The streaming version of the album mercifully also includes the re-release edition’s absolutely wild Diane Warren-penned “Trust Me I Lie,” (she’d keep the lying coming with her next album, 2014’s Big Fat Lie), the bouncy Bonnie McKee co-penned “Tomorrow Never Dies,” and the reissue’s lead single, the NERVO co-written “Try With Me,” which nearly cost her life after she was briefly held at gunpoint while on the way to film the music video in the jungle in Mexico. It managed to just break the Top 20 in the U.K. – perhaps not quite worth almost dying, but a good tune nonetheless.

There are also gems that deserved the single treatment inside, including the blissful banger “Say Yes,” which deserved to be sandwiched in between Alexis Jordan‘s “Happiness” and Kelly Rowland‘s “When Love Takes Over” in a DJ set at the clubs in a parallel universe.

“Club Banger Nation,” on a related note, is a triumph too – in a completely musically and lyrically deranged way, and sort of sounds exactly like what I imagine being ushered into the pits of Hell by Nicole Scherzinger and RedOne to sound like. Ice cream delicious but hot! Also: “Nicole!

Scherzy’s unrelenting thirst for solo superstardom (and that bad girl power she’s got) is top of mind throughout Killer Love, coursing through the pounding beats and wild vocal theatrics, making for a fascinating, thoroughly fun listen almost exactly a decade later.
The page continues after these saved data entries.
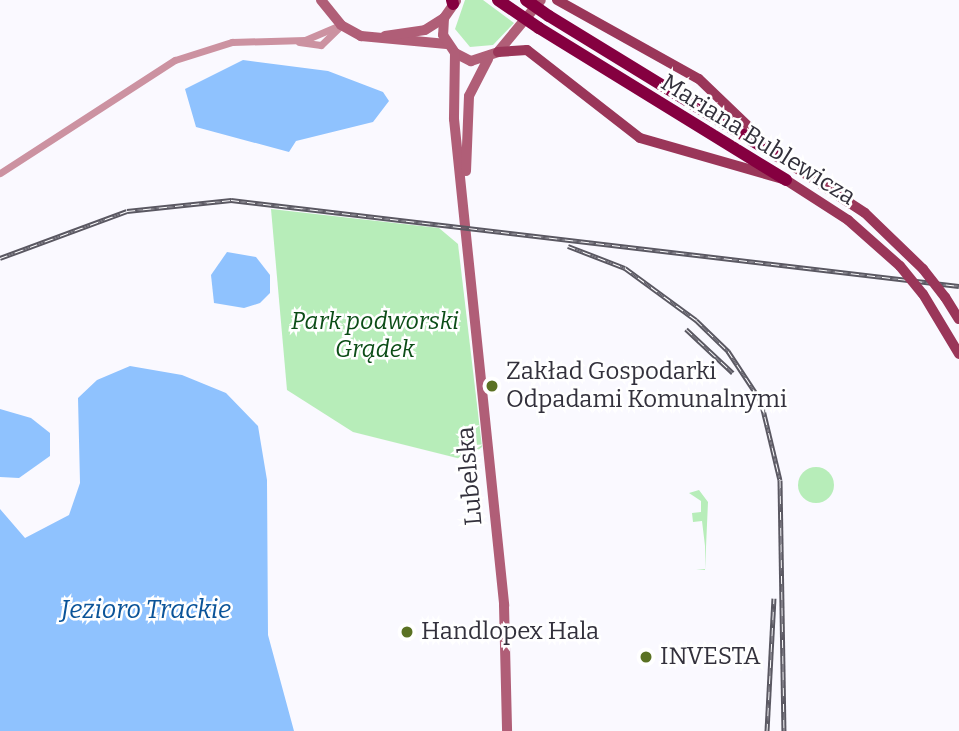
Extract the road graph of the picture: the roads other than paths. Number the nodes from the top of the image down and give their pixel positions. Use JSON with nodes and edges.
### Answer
{"nodes":[{"id":1,"x":321,"y":0,"type":"edge"},
{"id":2,"x":498,"y":0,"type":"edge"},
{"id":3,"x":526,"y":0,"type":"edge"},
{"id":4,"x":541,"y":0,"type":"edge"},
{"id":5,"x":557,"y":0,"type":"edge"},
{"id":6,"x":454,"y":1,"type":"edge"},
{"id":7,"x":444,"y":18,"type":"junction"},
{"id":8,"x":341,"y":25,"type":"junction"},
{"id":9,"x":447,"y":44,"type":"junction"},
{"id":10,"x":455,"y":53,"type":"junction"},
{"id":11,"x":493,"y":55,"type":"junction"},
{"id":12,"x":781,"y":158,"type":"junction"},
{"id":13,"x":0,"y":173,"type":"edge"},
{"id":14,"x":786,"y":180,"type":"junction"},
{"id":15,"x":467,"y":217,"type":"junction"},
{"id":16,"x":959,"y":319,"type":"edge"},
{"id":17,"x":959,"y":354,"type":"edge"},
{"id":18,"x":507,"y":731,"type":"edge"}],
"edges":[{"from":1,"to":8,"type":"street"},
{"from":2,"to":14,"type":"highway","name":"Mariana Bublewicza","bridge":true},
{"from":3,"to":12,"type":"highway","name":"Mariana Bublewicza","bridge":true},
{"from":4,"to":11,"type":"street","name":"Lubelska"},
{"from":5,"to":12,"type":"main road"},
{"from":6,"to":7,"type":"street"},
{"from":7,"to":8,"type":"street"},
{"from":7,"to":9,"type":"street"},
{"from":8,"to":9,"type":"street"},
{"from":8,"to":13,"type":"street"},
{"from":9,"to":10,"type":"street"},
{"from":10,"to":11,"type":"street"},
{"from":10,"to":15,"type":"street","name":"Lubelska"},
{"from":11,"to":14,"type":"main road"},
{"from":11,"to":15,"type":"street","name":"Lubelska"},
{"from":12,"to":16,"type":"main road","name":"Mariana Bublewicza","bridge":true},
{"from":14,"to":17,"type":"main road","name":"Mariana Bublewicza","bridge":true},
{"from":15,"to":18,"type":"street","name":"Lubelska"}]}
Like Anastacia, she did her best work solo as an export, garnering legitimate chart overseas success even if her home country remained largely unaware.

While the album feels predominately like discards from the era’s most popular acts, that doesn’t mean it isn’t a great product from the early ’10s pop catalog. Call it a smorgasbord of other artist’s sounds, or evidence of her chameleon-like shape-shifting ability to entertain.

And although Scherzy is an unquestionably talented singer, dancer, actress, TV talent judge and crossbow shooter (among her many talents), part of the appeal of Nicole Scherzinger is the “always the bridesmaid, never the bride” energy of her career: even to this day, Nicole’s plans for global domination rudely came crashing down yet again amid the pandemic, just before PCD were set to hit the road for a reunion tour after fiercely igniting the dance floor for about one week with “React” until the world came to a complete standstill.

Until the world opens up once again, and the Dolls get to Dominate once more, we’ll always have a home right here at Club Banger Nation.